= Beginning of Section =

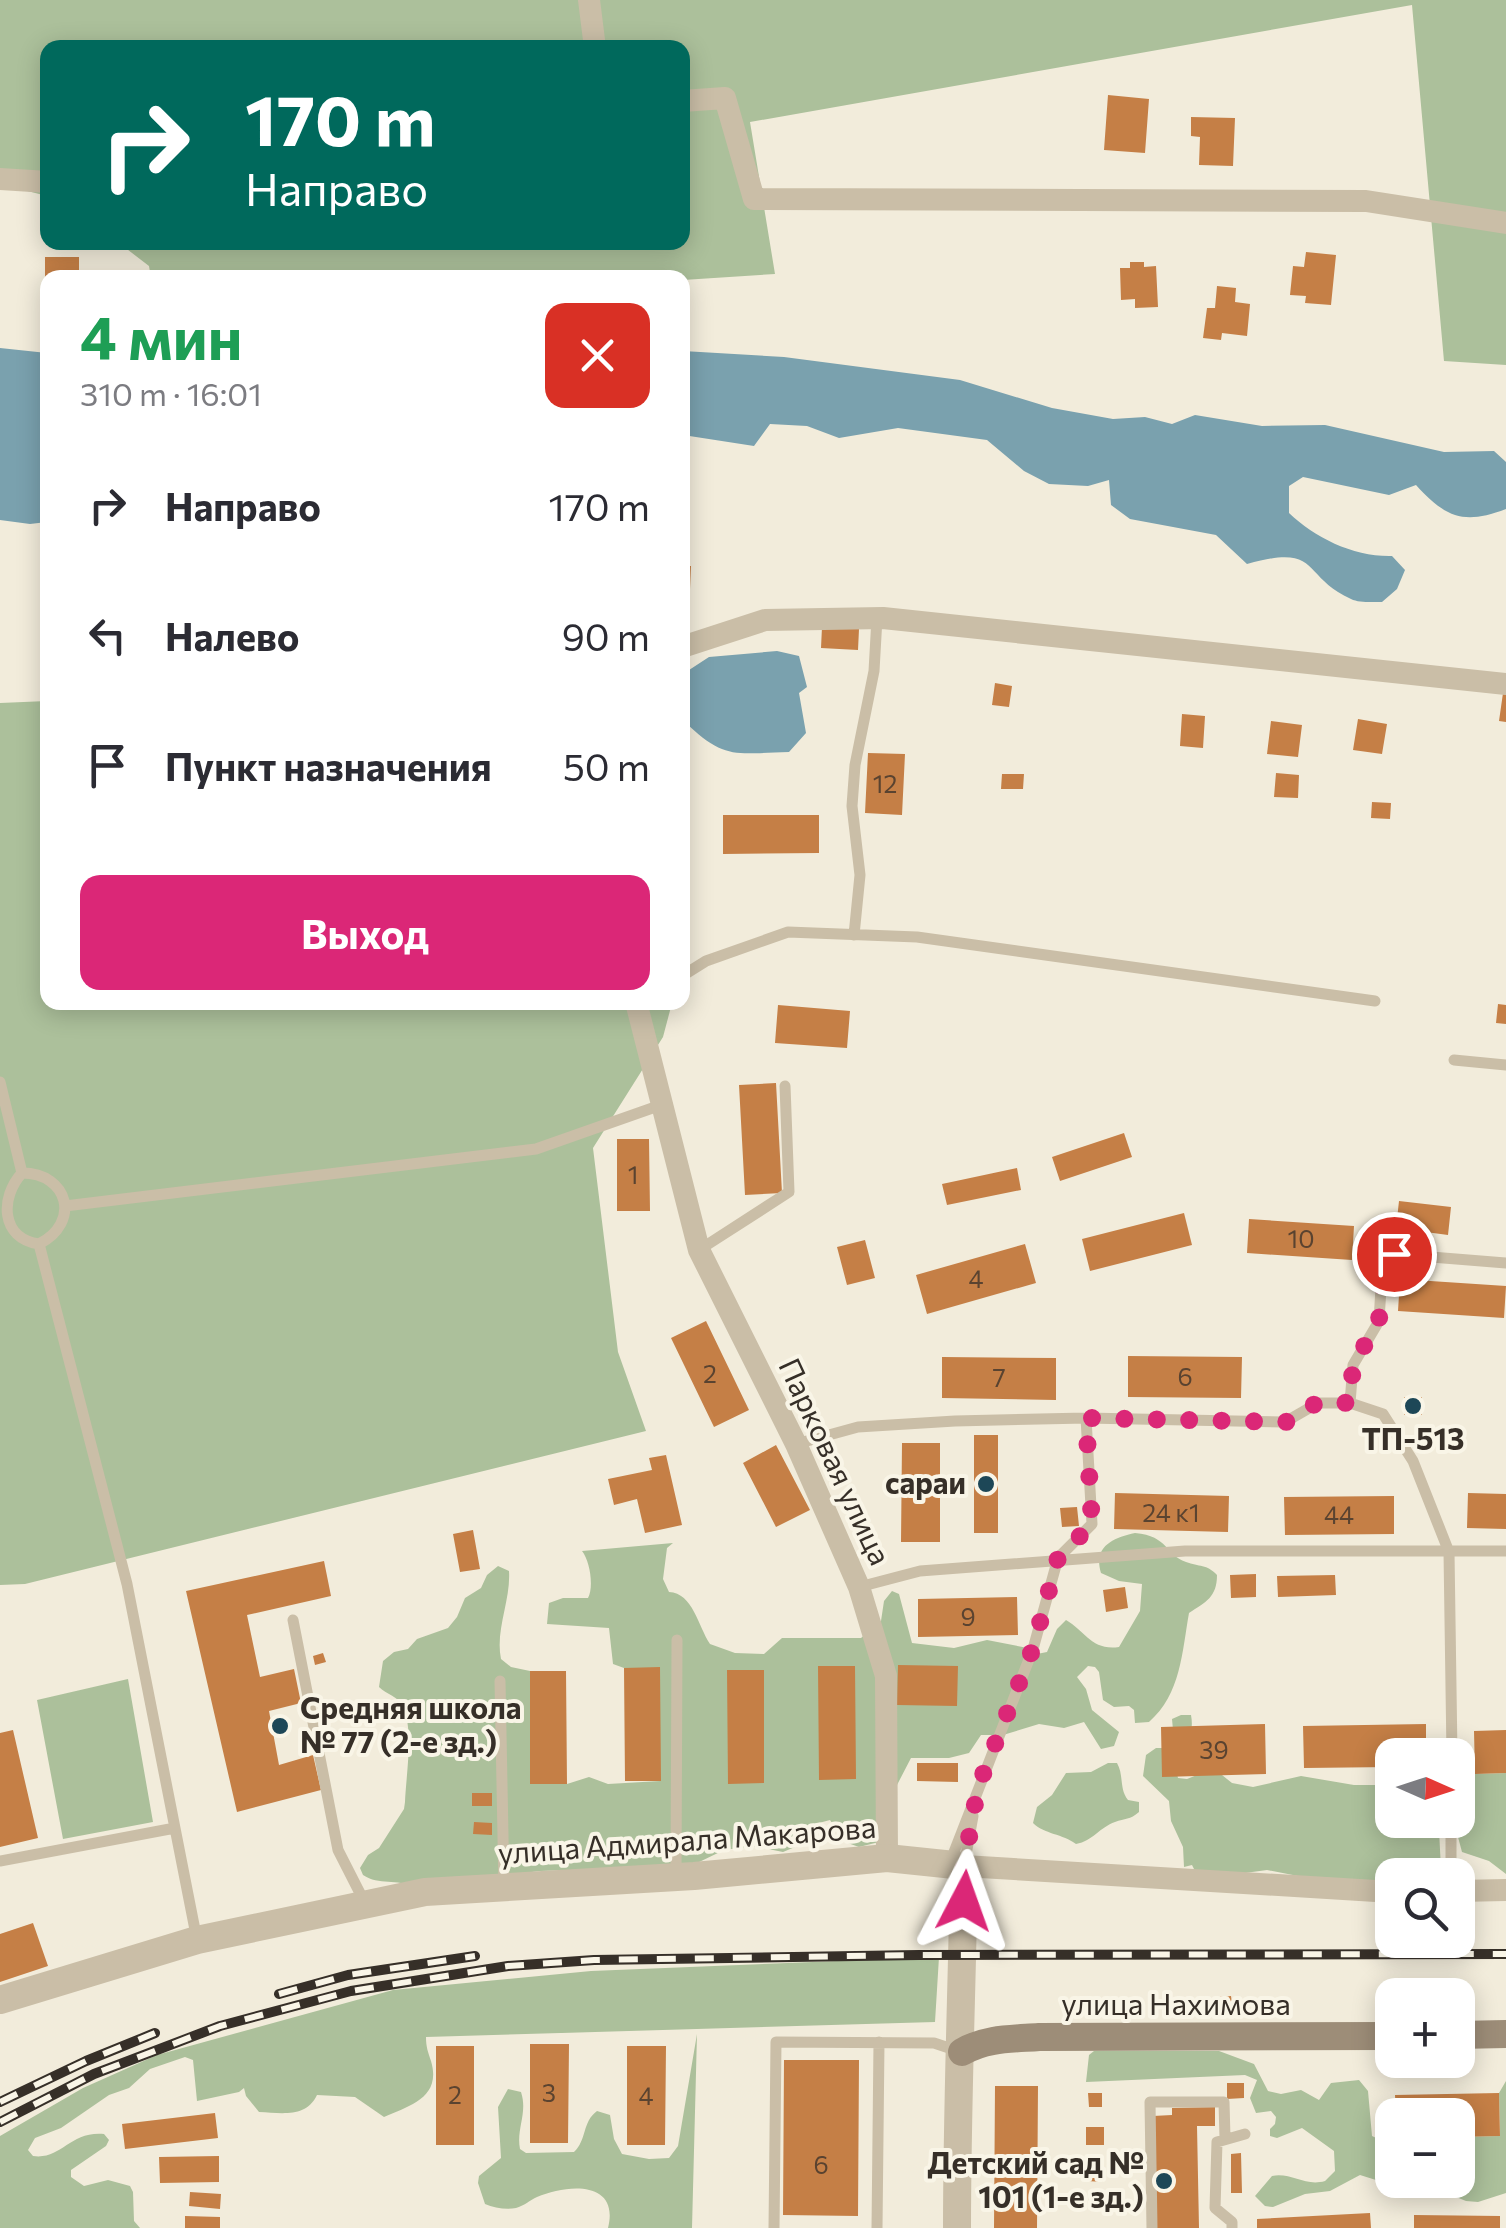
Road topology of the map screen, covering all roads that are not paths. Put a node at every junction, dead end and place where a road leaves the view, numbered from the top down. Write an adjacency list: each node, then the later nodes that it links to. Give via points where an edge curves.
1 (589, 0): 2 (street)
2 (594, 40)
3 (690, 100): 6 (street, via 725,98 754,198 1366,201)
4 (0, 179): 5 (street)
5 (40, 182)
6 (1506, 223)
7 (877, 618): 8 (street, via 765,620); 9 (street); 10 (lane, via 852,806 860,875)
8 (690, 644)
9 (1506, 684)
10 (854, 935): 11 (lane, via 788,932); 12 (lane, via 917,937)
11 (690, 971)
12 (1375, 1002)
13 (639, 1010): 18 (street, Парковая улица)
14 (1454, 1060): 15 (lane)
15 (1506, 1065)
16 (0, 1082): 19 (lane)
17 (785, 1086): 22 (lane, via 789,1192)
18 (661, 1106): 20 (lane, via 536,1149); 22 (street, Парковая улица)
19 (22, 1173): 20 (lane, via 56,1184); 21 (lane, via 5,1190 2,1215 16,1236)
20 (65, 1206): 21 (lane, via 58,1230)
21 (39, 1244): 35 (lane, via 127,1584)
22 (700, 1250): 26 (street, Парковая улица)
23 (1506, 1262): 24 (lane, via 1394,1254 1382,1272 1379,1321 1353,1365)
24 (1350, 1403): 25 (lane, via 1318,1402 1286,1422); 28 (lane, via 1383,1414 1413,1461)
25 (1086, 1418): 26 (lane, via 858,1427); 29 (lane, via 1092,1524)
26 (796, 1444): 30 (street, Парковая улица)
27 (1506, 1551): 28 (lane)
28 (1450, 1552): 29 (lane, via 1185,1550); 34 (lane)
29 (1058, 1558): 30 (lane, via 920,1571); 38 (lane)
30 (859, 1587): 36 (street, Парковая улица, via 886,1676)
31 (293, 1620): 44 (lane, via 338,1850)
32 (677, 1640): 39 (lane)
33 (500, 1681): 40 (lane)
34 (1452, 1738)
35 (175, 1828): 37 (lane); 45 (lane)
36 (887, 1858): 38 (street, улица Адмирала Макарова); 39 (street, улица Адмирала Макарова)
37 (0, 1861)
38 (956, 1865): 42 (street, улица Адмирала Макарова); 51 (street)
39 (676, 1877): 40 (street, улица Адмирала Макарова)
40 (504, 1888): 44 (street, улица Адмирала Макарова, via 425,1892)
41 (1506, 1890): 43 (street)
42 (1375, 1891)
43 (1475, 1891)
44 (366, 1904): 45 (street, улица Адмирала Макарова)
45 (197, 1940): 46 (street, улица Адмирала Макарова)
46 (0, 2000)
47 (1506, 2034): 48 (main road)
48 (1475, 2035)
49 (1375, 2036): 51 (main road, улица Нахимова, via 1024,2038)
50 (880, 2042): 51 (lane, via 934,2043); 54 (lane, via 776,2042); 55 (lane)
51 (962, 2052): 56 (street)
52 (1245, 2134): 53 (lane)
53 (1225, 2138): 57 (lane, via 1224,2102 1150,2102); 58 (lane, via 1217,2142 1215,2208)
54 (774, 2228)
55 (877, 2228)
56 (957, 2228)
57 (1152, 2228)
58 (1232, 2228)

= End of Section =

Goal of the exercise: Scan the records above for the string "Макарова", and copy every line where it turns up.

Solution for this task:
36 (887, 1858): 38 (street, улица Адмирала Макарова); 39 (street, улица Адмирала Макарова)
38 (956, 1865): 42 (street, улица Адмирала Макарова); 51 (street)
39 (676, 1877): 40 (street, улица Адмирала Макарова)
40 (504, 1888): 44 (street, улица Адмирала Макарова, via 425,1892)
44 (366, 1904): 45 (street, улица Адмирала Макарова)
45 (197, 1940): 46 (street, улица Адмирала Макарова)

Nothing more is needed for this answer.